The Indian Health Service remains deeply troubled, according to 2 new reports released yesterday from the Health and Human Services Department's Office of the Inspector General.
Why it matters: The IHS is responsible for more than 2 million Native Americans — a population that tends to need a lot of care, much of it specialized. Yet the IHS has been beset for years by underfunding and mismanagement.
Driving the news: IHS hospitals often do not follow protocols for dispensing opioids, and they don't use states' prescription drug monitoring programs to track opioid prescriptions, the OIG said.
- Hospitals within the IHS system also don't have strong cybersecurity protections in place, according to the audit (although that's not unique to IHS facilities).
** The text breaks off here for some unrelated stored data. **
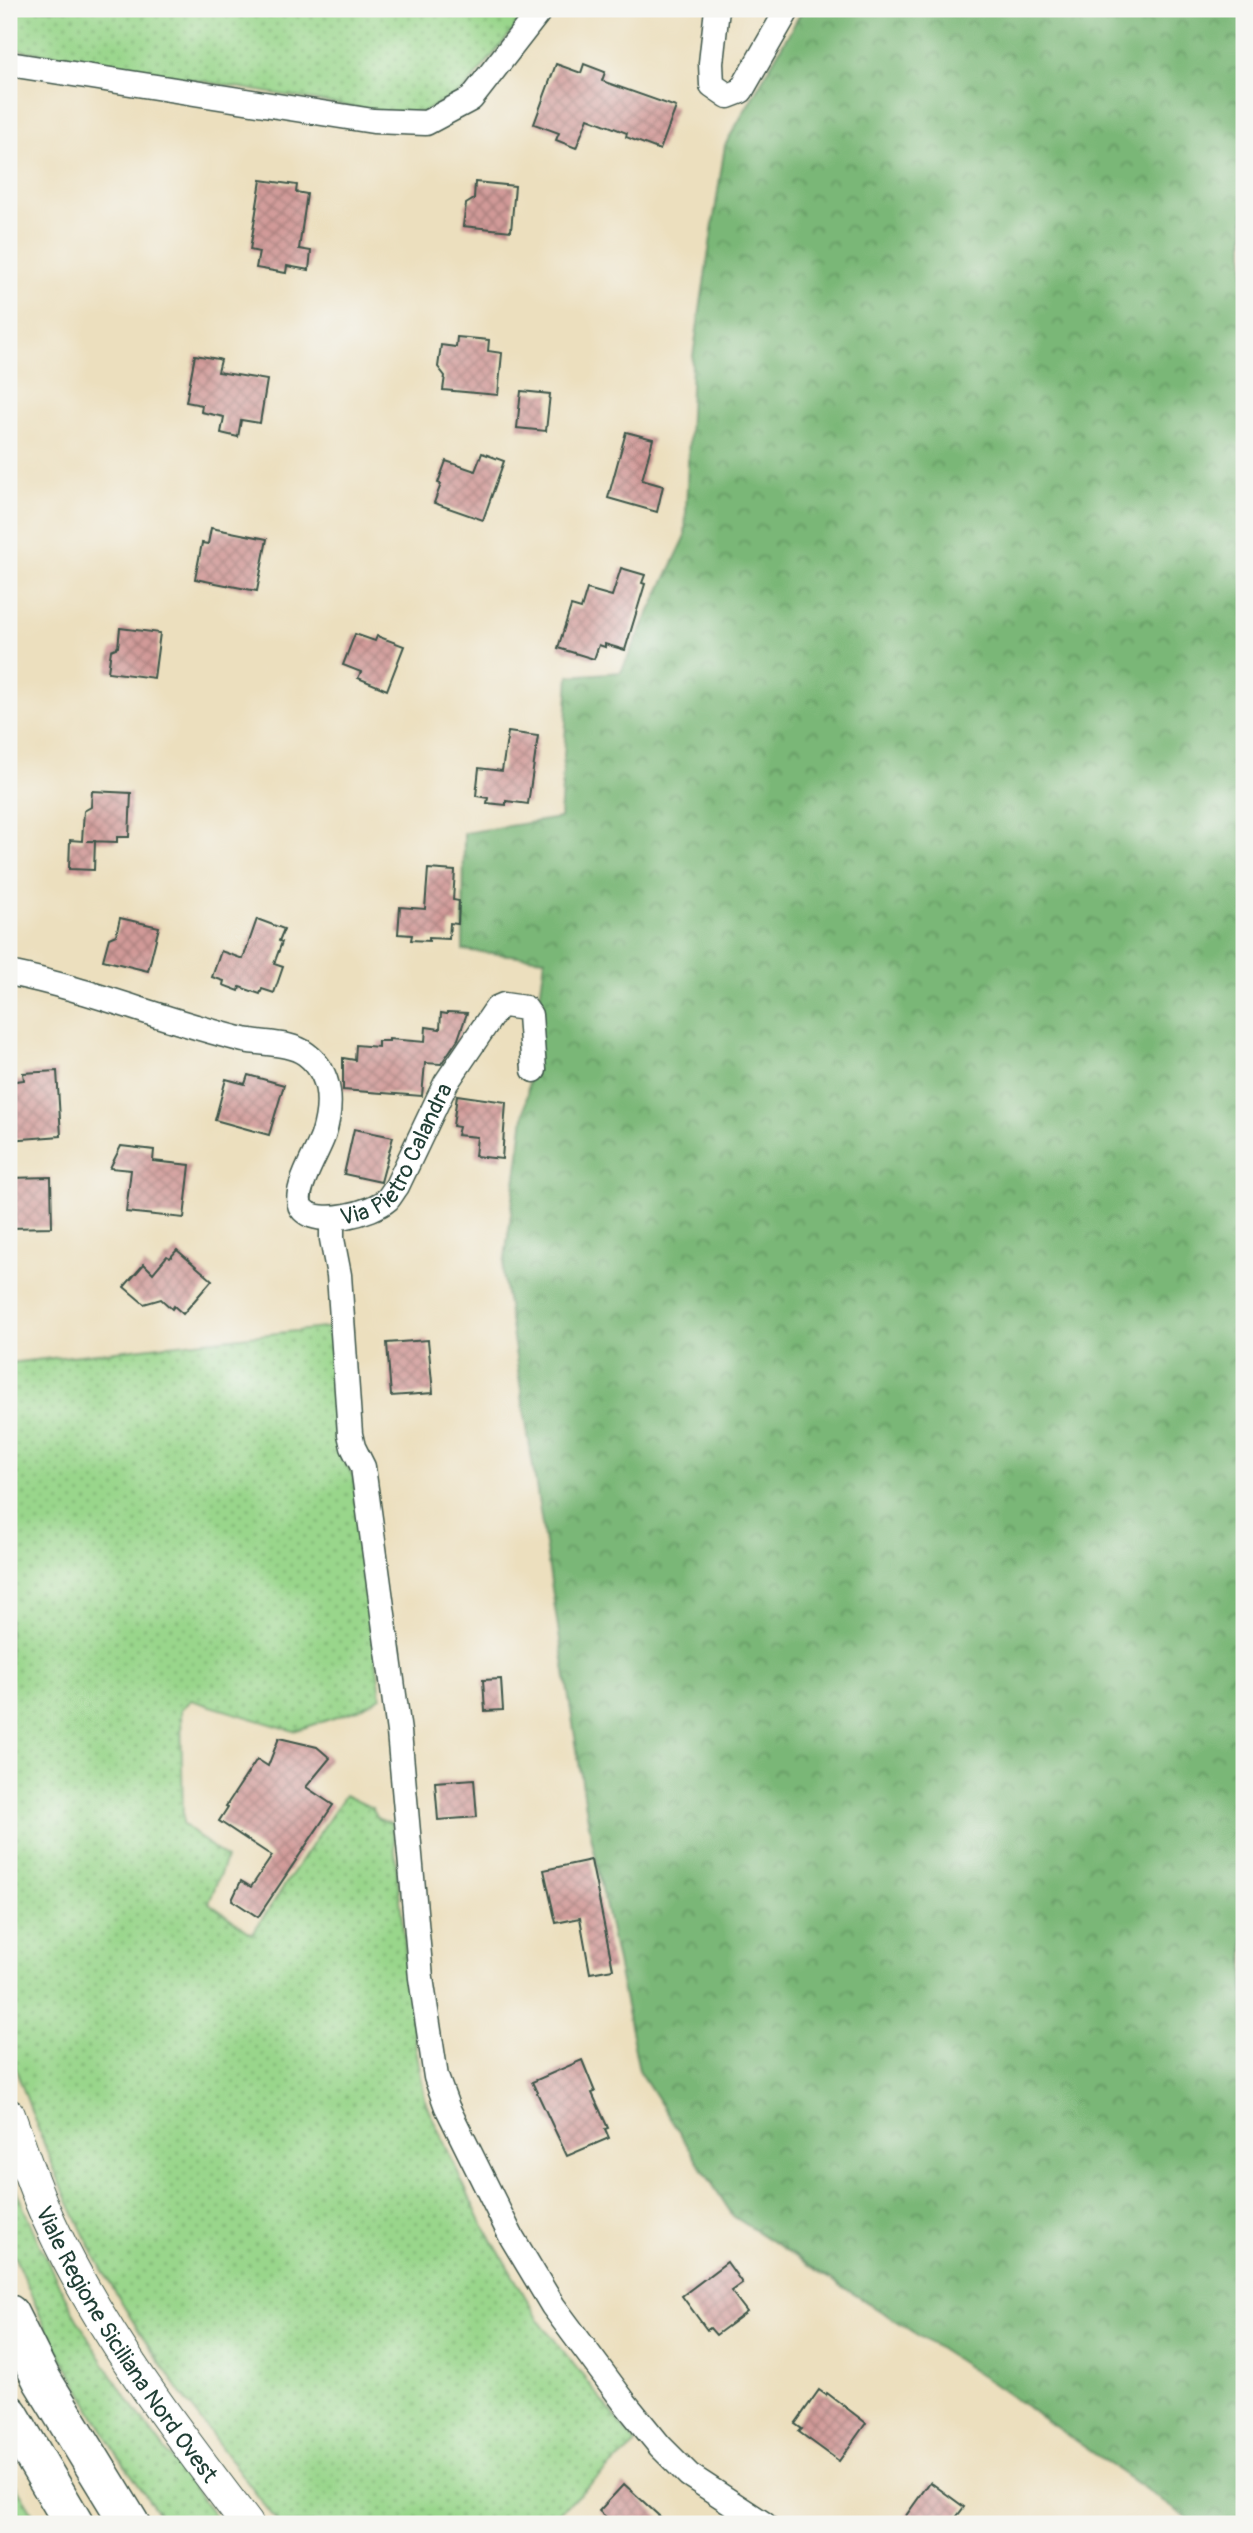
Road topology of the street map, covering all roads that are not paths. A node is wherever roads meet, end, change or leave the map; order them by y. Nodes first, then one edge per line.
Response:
1 (541, 9) edge
2 (717, 9) edge
3 (788, 9) edge
4 (9, 64) edge
5 (9, 973) edge
6 (534, 1070) dead end
7 (332, 1219) junction
8 (9, 2115) edge
9 (9, 2314) edge
10 (9, 2414) edge
11 (74, 2524) edge
12 (130, 2524) edge
13 (247, 2524) edge
14 (764, 2524) edge

1 - 4 street
2 - 3 street
5 - 7 street, Via Pietro Calandra
6 - 7 street, Via Pietro Calandra
7 - 14 street
8 - 13 street, Viale Regione Siciliana Nord Ovest
9 - 12 highway
10 - 11 highway

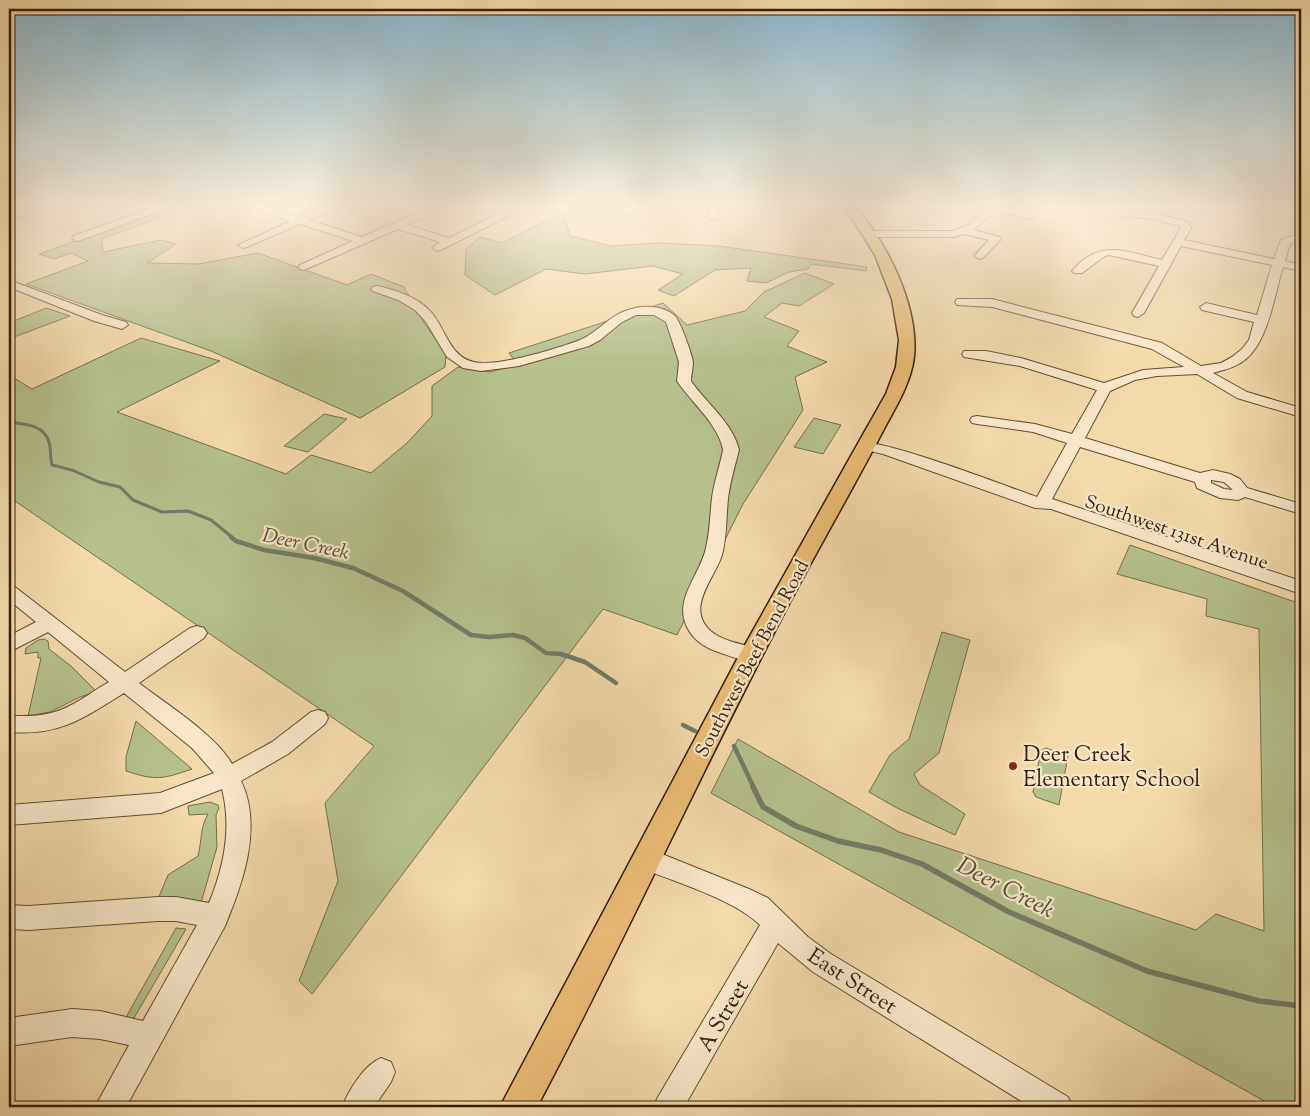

A separate audit details one of the highest-profile examples of the IHS' shortcomings — the staffing shortages and safety problems that prompted the government to temporarily close the emergency department in IHS' Rosebud hospital, in South Dakota, in 2015.
The other side: Some tribes seem to be able to do better on their own.
- Kaiser Health News spotlights Cherokee Indian Hospital in North Carolina — a new, 20-bed facility practicing an integrated care model that's performing well on metrics like controlling tribal members' blood pressure and blood sugar.
Yes, but: The Eastern Band of Cherokee Indians, which operates the North Carolina hospital, was in a unique position to opt out of the IHS, thanks to a casino whose revenues largely paid for the new hospital.
- “Not all tribal communities have access to the economic opportunities that we have,” Casey Cooper, the hospital's CEO, told KHN. “Some tribes are in these desolate, remote locations where there are no natural resources or economic development opportunities. I get that.”